In the very bottom of the pack, where his uncle could never see, was Lilly the Leopard. Lilly was his only true friend. Lilly cared. Lilly understood. Lilly was love.

Once, all of Antarctica was covered in ice. The bare, cool landscape was devoid of plant or animal, but it was free of ice now. It was the last place on the earth where cold breezes still blew, and untainted soil could still be found. The domes were miles behind now, as Asher left boot prints on endless rocky and bare ground that no human had ever trod before.

"Equestria looked just like this, once, you know. Jagged rock and sterile gravel. The sky wasn't blue yet, it was churning chaos. Luna and I hadn't figured out what to do about the sky yet."

Asher froze in shock and confusion. The princess of the sun was hiking beside him! That was impossible, she couldn't be here until Equestria arrived, and that wouldn't happen for another year...

"W-What... how... what's going on?" Asher looked around at the barren landscape, the rugged, jutting mountains of solid, bare rock, and the endless miles of gravel and stone. He slapped at his jacket and his legs, feeling the blows from his own hands. He touched his face. It wasn't a dream. It couldn't be a dream, could it? It seemed so real.

Finally, Asher's gaze focused on the princess alone. "You left." The words were quiet, but behind them was a vast reservoir of penned up anger and betrayal. "You just... left."

Infinite compassion, and deep sorrow met Asher's eyes. "I had no choice. I was bound by the terms of the Covenant, I..."

"To hell with the Covenant! I'm only a kid! I needed you! You were the only good thing... the only... good..." Asher was on his knees in the gravel, his hands clawing at the stones. His back heaved with his sobs. "You left... you just up and... just like that... after all that..."

Asher clung to the nuzzling head.
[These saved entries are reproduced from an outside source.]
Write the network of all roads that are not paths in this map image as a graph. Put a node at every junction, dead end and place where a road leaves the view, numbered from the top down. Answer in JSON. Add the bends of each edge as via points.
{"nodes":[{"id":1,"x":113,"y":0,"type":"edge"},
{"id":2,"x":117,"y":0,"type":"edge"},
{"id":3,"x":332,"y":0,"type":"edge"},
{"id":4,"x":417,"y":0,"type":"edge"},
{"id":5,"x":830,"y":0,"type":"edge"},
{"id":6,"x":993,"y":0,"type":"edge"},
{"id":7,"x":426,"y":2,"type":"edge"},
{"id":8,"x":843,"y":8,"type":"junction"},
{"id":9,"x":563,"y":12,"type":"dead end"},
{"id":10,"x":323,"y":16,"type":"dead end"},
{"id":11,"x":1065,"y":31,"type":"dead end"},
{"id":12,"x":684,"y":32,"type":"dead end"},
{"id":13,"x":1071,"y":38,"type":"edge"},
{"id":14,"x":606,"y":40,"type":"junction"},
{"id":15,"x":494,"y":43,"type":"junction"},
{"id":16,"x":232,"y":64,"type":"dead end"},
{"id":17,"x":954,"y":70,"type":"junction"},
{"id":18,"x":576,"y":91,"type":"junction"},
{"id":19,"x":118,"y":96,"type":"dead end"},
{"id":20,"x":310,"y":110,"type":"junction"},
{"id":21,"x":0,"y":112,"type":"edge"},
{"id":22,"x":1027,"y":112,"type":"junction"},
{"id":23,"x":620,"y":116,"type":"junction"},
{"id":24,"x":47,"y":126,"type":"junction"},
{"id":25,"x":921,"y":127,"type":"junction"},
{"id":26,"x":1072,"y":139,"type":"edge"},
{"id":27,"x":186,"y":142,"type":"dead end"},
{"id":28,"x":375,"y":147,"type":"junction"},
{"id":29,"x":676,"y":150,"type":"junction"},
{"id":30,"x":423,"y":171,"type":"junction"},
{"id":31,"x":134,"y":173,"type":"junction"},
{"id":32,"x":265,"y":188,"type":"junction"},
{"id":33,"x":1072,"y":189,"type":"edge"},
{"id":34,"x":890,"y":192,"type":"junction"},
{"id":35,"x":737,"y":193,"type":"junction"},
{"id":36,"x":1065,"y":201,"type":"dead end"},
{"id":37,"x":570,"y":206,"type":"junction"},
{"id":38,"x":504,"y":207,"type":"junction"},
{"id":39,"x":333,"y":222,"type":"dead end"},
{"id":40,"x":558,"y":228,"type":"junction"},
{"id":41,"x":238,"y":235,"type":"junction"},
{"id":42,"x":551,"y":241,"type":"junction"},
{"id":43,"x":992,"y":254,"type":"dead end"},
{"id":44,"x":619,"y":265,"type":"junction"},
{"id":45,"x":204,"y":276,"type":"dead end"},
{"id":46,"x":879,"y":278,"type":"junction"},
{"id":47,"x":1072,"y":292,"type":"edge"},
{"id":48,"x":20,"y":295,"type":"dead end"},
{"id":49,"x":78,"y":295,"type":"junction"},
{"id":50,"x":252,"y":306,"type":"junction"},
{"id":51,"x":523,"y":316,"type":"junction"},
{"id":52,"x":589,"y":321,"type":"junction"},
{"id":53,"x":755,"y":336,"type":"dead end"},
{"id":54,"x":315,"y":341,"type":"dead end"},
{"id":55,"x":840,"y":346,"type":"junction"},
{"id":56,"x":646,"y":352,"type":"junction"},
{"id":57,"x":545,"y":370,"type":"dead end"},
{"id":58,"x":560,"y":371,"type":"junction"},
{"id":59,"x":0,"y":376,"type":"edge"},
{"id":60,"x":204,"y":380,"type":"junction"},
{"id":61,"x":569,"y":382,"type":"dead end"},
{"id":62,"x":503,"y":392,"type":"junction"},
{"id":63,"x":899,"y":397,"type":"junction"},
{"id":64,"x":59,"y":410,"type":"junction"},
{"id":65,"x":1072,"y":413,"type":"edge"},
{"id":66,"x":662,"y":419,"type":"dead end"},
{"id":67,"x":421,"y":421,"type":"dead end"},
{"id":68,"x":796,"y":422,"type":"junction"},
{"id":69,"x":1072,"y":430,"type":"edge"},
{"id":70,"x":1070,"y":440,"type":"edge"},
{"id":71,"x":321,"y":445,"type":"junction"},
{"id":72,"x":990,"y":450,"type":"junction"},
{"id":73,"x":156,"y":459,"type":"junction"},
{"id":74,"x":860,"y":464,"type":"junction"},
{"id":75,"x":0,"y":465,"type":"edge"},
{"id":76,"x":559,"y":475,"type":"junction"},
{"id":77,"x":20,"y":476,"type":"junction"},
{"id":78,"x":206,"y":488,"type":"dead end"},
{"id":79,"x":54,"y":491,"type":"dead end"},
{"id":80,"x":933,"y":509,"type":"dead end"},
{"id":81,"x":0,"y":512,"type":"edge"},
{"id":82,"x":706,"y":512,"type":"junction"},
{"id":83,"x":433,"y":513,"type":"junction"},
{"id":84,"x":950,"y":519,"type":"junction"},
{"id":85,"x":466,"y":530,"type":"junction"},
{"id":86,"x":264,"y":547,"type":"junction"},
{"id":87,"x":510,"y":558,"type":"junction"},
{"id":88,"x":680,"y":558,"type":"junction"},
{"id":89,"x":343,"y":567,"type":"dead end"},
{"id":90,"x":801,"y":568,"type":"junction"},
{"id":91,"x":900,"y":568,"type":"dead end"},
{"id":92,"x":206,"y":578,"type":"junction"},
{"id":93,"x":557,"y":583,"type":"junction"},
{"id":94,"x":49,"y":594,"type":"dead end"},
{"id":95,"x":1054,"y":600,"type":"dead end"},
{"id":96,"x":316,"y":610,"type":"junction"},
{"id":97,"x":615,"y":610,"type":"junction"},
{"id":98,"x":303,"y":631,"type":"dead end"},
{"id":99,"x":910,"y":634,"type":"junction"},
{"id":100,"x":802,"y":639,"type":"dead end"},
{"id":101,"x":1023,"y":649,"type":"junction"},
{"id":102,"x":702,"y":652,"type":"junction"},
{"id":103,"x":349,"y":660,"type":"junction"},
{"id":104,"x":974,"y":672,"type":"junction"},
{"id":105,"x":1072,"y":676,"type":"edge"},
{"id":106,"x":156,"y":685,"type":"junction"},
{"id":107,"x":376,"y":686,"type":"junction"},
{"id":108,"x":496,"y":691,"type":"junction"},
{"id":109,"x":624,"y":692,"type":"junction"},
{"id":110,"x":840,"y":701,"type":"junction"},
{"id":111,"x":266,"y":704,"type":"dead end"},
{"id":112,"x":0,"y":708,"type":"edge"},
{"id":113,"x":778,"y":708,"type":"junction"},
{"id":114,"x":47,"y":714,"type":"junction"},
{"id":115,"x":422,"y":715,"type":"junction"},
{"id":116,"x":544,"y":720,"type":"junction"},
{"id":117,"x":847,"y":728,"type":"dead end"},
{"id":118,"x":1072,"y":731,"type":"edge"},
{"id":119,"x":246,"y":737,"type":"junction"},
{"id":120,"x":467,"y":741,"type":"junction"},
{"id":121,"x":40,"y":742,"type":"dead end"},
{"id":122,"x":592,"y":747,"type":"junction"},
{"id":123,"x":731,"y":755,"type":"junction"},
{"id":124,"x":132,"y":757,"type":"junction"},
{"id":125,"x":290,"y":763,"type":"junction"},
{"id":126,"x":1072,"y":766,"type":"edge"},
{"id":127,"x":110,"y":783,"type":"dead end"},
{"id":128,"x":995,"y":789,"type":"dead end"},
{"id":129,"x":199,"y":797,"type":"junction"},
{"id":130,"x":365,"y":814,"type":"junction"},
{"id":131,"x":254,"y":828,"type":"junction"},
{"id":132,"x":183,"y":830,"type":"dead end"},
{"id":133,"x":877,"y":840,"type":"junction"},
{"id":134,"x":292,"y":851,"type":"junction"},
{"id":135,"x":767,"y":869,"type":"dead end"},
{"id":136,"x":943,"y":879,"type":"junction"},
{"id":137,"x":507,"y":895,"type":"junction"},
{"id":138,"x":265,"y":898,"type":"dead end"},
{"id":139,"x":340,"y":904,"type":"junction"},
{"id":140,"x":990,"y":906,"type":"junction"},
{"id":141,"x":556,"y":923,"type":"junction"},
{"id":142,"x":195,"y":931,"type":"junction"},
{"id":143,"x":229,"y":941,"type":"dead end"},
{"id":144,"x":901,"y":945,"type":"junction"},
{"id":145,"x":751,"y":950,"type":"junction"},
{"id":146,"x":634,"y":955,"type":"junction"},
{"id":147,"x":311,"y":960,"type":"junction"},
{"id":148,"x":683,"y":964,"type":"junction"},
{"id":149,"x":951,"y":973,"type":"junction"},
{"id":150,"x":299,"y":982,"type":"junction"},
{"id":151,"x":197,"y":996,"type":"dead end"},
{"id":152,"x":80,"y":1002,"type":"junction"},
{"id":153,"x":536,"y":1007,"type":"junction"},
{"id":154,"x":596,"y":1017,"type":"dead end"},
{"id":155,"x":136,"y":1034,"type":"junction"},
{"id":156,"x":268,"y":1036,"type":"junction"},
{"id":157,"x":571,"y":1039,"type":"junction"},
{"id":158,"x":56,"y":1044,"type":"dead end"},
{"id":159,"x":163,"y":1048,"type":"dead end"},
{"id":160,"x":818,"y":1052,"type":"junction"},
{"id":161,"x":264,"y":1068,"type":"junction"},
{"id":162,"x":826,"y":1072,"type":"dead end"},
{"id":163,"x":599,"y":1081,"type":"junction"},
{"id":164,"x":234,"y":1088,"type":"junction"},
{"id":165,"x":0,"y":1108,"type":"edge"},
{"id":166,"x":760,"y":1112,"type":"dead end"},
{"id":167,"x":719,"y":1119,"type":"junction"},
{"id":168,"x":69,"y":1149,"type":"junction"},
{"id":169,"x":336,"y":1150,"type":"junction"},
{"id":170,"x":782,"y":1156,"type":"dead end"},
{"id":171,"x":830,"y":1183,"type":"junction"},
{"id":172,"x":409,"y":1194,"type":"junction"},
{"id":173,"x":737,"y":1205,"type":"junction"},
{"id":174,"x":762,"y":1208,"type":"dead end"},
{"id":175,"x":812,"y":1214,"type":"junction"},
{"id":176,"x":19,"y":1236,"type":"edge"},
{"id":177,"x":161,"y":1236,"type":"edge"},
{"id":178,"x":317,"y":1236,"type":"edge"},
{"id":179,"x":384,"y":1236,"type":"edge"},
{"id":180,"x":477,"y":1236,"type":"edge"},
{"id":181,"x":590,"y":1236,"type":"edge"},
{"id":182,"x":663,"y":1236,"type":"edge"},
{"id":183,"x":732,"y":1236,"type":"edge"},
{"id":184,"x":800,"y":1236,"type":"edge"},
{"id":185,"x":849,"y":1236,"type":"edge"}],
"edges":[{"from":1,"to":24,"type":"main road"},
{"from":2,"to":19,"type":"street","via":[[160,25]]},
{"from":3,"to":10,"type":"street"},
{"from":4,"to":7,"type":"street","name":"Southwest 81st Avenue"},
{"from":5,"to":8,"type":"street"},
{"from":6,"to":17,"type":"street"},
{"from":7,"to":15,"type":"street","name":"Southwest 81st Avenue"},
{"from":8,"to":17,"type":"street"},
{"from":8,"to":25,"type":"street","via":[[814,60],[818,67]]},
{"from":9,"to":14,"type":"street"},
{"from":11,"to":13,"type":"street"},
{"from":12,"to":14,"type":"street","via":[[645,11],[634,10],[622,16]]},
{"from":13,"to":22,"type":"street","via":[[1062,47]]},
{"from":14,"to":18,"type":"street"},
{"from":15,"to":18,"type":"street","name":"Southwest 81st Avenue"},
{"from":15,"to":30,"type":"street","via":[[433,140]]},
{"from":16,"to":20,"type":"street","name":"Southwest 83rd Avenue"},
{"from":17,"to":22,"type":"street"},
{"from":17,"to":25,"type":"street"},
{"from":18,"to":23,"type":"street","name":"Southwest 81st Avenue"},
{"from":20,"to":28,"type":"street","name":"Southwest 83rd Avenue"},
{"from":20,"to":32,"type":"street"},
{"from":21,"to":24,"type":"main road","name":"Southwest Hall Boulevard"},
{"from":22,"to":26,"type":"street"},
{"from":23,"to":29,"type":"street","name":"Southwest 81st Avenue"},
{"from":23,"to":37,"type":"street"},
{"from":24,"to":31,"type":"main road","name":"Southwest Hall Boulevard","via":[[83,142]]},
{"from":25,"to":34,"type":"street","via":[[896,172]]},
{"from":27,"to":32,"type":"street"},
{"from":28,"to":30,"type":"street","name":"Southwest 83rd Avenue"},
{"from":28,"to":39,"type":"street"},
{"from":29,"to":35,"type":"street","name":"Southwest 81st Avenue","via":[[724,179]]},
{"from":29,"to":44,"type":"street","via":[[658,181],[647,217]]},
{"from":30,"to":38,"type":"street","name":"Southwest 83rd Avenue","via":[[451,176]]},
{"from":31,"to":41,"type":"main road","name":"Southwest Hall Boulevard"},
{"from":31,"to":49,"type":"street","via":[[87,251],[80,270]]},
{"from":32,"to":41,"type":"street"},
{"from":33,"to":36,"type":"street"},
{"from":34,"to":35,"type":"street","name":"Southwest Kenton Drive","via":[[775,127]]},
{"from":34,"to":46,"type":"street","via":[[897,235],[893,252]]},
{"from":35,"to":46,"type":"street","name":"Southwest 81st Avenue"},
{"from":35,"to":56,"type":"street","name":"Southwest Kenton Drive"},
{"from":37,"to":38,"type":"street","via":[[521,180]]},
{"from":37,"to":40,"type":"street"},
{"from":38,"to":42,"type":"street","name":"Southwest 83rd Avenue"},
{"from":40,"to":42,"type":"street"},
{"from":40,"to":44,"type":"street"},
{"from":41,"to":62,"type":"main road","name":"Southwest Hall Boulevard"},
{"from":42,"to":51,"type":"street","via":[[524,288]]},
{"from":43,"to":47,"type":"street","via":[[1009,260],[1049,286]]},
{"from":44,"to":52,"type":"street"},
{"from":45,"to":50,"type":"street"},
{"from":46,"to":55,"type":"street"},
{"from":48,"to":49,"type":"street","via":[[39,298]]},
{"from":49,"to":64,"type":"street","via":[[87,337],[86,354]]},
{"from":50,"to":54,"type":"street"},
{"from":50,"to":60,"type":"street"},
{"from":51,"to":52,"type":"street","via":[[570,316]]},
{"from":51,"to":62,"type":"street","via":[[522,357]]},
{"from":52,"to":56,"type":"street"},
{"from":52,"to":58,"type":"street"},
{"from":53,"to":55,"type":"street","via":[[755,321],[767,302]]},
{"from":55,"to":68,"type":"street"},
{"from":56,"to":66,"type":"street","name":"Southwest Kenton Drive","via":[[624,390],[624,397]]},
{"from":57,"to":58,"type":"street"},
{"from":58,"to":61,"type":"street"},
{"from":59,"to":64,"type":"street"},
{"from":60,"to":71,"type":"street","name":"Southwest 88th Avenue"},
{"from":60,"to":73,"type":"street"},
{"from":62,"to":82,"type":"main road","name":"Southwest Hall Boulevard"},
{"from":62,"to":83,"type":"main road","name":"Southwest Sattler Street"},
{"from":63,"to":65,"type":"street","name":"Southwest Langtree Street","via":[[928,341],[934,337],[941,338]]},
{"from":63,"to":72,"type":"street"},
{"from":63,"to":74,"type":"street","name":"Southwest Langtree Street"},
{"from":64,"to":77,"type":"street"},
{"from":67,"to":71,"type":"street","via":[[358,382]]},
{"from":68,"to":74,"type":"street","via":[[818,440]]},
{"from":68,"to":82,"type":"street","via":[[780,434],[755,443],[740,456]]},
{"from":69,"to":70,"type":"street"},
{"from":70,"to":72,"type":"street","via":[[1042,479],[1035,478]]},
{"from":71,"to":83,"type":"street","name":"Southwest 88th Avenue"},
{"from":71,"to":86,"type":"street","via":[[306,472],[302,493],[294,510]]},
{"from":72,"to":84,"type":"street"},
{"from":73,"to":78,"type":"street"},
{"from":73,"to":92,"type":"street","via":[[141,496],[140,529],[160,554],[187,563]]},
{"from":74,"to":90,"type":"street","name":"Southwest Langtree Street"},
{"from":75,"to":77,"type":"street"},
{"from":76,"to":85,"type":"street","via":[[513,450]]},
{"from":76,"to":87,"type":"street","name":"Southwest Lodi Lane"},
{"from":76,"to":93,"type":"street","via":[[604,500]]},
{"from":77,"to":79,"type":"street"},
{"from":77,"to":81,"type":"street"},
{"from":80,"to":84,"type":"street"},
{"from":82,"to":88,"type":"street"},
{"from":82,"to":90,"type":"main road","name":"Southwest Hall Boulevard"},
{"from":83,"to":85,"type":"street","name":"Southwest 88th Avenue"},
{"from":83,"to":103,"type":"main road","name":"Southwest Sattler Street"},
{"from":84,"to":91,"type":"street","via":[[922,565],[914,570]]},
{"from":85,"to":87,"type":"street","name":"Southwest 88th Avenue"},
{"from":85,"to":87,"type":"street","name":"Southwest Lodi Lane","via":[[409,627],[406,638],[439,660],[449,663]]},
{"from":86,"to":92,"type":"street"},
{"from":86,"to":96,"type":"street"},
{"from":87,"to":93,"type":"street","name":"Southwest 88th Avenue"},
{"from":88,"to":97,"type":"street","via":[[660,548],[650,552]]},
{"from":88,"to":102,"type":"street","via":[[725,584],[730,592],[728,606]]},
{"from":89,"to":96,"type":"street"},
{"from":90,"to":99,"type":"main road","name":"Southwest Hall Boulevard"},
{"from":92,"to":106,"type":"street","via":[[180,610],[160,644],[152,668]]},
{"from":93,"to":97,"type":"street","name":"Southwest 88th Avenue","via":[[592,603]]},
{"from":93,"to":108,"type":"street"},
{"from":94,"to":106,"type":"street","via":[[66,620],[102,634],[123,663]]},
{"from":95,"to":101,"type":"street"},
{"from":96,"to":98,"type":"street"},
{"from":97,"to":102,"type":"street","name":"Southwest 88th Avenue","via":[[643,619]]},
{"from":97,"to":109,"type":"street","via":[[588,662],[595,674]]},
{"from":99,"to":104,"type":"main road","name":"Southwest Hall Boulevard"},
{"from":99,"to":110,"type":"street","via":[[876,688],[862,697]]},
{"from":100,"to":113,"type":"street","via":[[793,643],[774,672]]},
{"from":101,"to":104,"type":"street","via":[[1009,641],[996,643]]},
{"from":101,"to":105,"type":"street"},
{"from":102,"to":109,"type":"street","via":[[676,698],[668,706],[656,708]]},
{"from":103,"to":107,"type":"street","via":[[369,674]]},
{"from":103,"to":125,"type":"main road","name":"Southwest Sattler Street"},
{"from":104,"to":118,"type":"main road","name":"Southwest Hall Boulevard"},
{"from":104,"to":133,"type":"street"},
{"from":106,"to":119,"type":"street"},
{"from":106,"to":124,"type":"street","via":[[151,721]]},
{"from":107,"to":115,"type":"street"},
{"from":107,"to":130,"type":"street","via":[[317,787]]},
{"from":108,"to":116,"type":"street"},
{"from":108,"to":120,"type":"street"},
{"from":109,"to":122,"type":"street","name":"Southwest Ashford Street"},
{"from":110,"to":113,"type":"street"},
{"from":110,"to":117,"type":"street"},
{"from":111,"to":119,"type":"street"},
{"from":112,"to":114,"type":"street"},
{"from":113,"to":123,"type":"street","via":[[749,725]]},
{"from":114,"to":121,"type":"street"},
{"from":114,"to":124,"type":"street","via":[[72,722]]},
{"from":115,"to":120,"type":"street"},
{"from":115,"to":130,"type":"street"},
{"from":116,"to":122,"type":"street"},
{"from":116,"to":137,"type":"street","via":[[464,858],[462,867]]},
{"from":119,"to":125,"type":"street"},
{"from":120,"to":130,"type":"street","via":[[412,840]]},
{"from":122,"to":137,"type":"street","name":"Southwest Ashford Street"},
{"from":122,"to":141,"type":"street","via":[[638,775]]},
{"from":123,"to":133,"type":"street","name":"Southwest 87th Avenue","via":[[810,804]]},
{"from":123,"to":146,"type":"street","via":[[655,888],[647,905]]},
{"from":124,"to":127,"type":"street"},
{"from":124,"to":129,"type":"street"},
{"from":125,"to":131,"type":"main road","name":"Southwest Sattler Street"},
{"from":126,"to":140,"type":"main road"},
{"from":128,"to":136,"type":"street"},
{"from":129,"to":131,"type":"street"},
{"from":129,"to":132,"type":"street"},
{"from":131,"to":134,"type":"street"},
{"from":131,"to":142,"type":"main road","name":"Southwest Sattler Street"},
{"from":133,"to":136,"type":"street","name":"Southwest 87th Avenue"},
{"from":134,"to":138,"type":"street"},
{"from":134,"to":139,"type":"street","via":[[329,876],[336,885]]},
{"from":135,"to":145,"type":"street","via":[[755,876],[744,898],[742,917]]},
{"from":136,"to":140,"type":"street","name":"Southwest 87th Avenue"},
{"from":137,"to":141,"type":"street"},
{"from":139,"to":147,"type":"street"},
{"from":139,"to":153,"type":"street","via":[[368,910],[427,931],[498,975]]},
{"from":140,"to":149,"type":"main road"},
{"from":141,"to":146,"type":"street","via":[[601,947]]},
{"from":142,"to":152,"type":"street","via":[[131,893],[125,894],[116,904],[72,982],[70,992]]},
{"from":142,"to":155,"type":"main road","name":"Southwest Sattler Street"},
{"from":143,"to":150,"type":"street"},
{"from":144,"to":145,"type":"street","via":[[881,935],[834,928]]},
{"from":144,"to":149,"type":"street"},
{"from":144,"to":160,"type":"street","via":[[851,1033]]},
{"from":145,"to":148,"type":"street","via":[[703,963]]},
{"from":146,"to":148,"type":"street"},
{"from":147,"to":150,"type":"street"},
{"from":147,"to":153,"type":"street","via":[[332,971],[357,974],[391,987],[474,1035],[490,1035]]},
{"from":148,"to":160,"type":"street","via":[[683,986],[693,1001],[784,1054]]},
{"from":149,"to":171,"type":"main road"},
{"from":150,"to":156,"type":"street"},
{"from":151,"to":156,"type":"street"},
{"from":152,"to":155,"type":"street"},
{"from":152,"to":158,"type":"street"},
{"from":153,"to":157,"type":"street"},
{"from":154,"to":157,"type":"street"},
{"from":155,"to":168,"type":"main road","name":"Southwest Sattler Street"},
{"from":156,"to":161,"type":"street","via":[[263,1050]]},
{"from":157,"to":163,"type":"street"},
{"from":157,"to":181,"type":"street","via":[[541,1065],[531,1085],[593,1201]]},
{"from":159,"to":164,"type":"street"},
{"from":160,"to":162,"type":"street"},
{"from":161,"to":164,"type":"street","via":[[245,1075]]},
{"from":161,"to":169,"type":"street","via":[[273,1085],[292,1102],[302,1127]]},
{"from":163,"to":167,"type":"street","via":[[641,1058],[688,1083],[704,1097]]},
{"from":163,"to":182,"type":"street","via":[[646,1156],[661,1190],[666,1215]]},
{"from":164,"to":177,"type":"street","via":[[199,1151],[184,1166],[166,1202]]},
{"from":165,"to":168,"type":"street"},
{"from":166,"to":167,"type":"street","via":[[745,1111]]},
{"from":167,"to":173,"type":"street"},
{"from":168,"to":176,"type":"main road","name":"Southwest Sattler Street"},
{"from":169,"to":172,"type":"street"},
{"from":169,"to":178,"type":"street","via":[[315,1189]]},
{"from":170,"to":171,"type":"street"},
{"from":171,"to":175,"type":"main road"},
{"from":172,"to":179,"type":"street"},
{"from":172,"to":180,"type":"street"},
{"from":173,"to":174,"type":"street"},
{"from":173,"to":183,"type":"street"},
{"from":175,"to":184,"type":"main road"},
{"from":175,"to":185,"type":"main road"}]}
He wrapped his hands around the great, graceful, milk-white neck and soaked silken hair with anguished tears. "It was so hard, oh Celestia, it was so hard... you just left and... dad... and all the family stuff... and Lilly. Oh, poor Lilly..."

The memory of his father tearing his stuffed toy leopard into shreds brought on wracking tears. "I... hated you. I hated you so much..."

"I know." Celestia lay carefully down on the endless, barren gravel and held the boy in her forelegs.

"I'm sorry... I'm sorry..." Asher clung to the princess as if he would never let go. "You left. I know you explained, I know why... you didn't want to, I know... but... you left."

"Would you like to be a pony? Would you like to be a colt and run free through tender grasses? Feel the wind through your mane and ears as you gallop over acres of green? Do you still want to be my little pony, Asher Brin?"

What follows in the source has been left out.